Siendo Eduardo Dato ministro de Justicia, dice en una circular de 20 de enero de 1903:
«Los procedimientos de Ayuntamientos, alcaldes y concejales han sido utilizados a veces como arma electoral, y entre todas las coacciones, es ésta, ciertamente, una de las más graves y escandalosas, puesto que a la arbitrariedad añade los perjuicios morales y materiales…»[4].
Lo peregrino es que dos meses más tarde (30 de marzo), el ya citado gobernador de Granada, Polanco Crespo, escriba al ministro de la Gobernación (Maura):
«Expuestos estos antecedentes, debo manifestar a usted que para que el candidato adicto pueda asegurar la elección, necesita quitar los Ayuntamientos de Almegíjar, Cadiar y Gualchos por lo menos, pues de no ser así, su derrota es inevitable».
En la misma carta, el gobernador se queja de que el juez de Albuñol no haya procesado al Ayuntamiento de Almegíjar «a pesar de las denuncias presentadas». Análogas quejas dirige al juez de Motril.
No entra en nuestros propósitos adentrarnos más en esta faceta picaresca de nuestra historia contemporánea.
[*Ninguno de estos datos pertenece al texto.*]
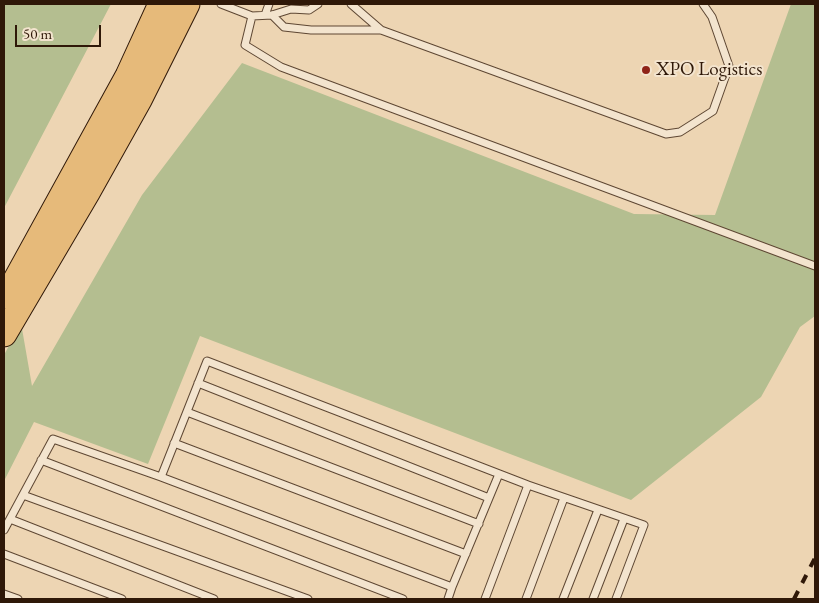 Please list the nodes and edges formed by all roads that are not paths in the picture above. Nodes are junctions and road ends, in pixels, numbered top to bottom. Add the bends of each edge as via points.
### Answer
1 (145, 4) edge
2 (161, 4) edge
3 (187, 4) edge
4 (221, 4) edge
5 (269, 4) edge
6 (318, 4) edge
7 (351, 4) edge
8 (703, 4) edge
9 (268, 15) junction
10 (252, 16) junction
11 (381, 30) junction
12 (815, 266) edge
13 (4, 270) edge
14 (4, 302) edge
15 (5, 332) edge
16 (198, 383) junction
17 (187, 412) junction
18 (174, 444) junction
19 (42, 460) junction
20 (499, 474) junction
21 (161, 477) junction
22 (528, 485) junction
23 (23, 495) junction
24 (489, 498) junction
25 (564, 498) junction
26 (598, 510) junction
27 (10, 519) junction
28 (624, 519) junction
29 (479, 524) junction
30 (4, 530) edge
31 (4, 554) edge
32 (466, 554) junction
33 (452, 587) junction
34 (4, 594) edge
35 (18, 599) edge
36 (122, 599) edge
37 (214, 599) edge
38 (308, 599) edge
39 (403, 599) edge
40 (448, 599) edge
41 (486, 599) edge
42 (526, 599) edge
43 (563, 599) edge
44 (593, 599) edge
45 (616, 599) edge

1 - 13 highway via 82,132
2 - 14 highway via 128,76
3 - 15 highway via 131,114
4 - 10 lane
5 - 9 lane
6 - 9 lane via 309,10 291,9
7 - 11 lane
8 - 11 lane via 712,17 729,66 713,111 680,132 666,134
9 - 10 lane
9 - 11 lane via 284,27
10 - 12 lane via 244,45 281,67
16 - 17 lane
16 - 20 lane via 207,361
16 - 24 lane
17 - 18 lane
17 - 29 lane
18 - 21 lane
18 - 32 lane
19 - 21 lane via 53,439
19 - 23 lane
19 - 39 lane
20 - 22 lane
20 - 24 lane
21 - 33 lane
22 - 25 lane
22 - 41 lane
23 - 27 lane
23 - 38 lane
24 - 29 lane
25 - 26 lane
25 - 42 lane
26 - 28 lane
26 - 43 lane
27 - 30 lane
27 - 37 lane
28 - 44 lane
28 - 45 lane via 644,525
29 - 32 lane
31 - 36 lane
32 - 33 lane
33 - 40 lane
34 - 35 lane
Comprender esa picaresca es el primer paso para una comprensión del criticismo de Costa, Unamuno y tantos más.
A ese ambiente correspondía el tono general de la vida en el plano «ideológico» (aunque había sus excepciones). Baroja —que estudiaba Medicina en 1890— evocará el ambiente en una obra posterior, El árbol de la ciencia:
«El estudiante culto, aunque quisiera ver las cosas dentro de la realidad e intentara adquirir una idea clara de su país y del papel que representaba en el mundo, no podía. La acción de la cultura europea en España era realmente restringida y localizada a cuestiones técnicas; los periódicos daban una idea incompleta de todo: la tendencia general era hacer creer que lo grande de España podía ser pequeño fuera de ella, y al contrario, por una especie de mala fe internacional… España entera, y Madrid sobre todo, vivía en un ambiente de optimismo absurdo: todo lo español era lo mejor. Esta tendencia natural a la mentira, a la ilusión del país pobre que se aísla, contribuía al estancamiento, a la fosilización de las ideas».
En el plano de la política oficial, ¿qué mejor ejemplo de esas ilusiones, de ese mundo de huera palabrería que las palabras de Cánovas al periódico parisiense «Le Journal»? «Cuba, pour l’Espagne, c’est son Alsace-Lorraine. Son honneur y est engagé».
Esta España es la que va a quebrar a finales del siglo. Quiebra ideológica, que no social ni política. La oligarquía sufre un rudo golpe, pero las fuerzas sociales que le son hostiles actúan en orden disperso y carecen de madurez. La vieja estructura social entrará en crisis a partir de 1917; las instituciones políticas también, pero el remiendo de la Dictadura demorará hasta 1931 el cambio político. Por el contrario, la hegemonía ideológica del viejo régimen se habrá hundido para siempre, al mismo tiempo que los barcos de Montojo y de Cervera en aguas de Cavite y Santiago.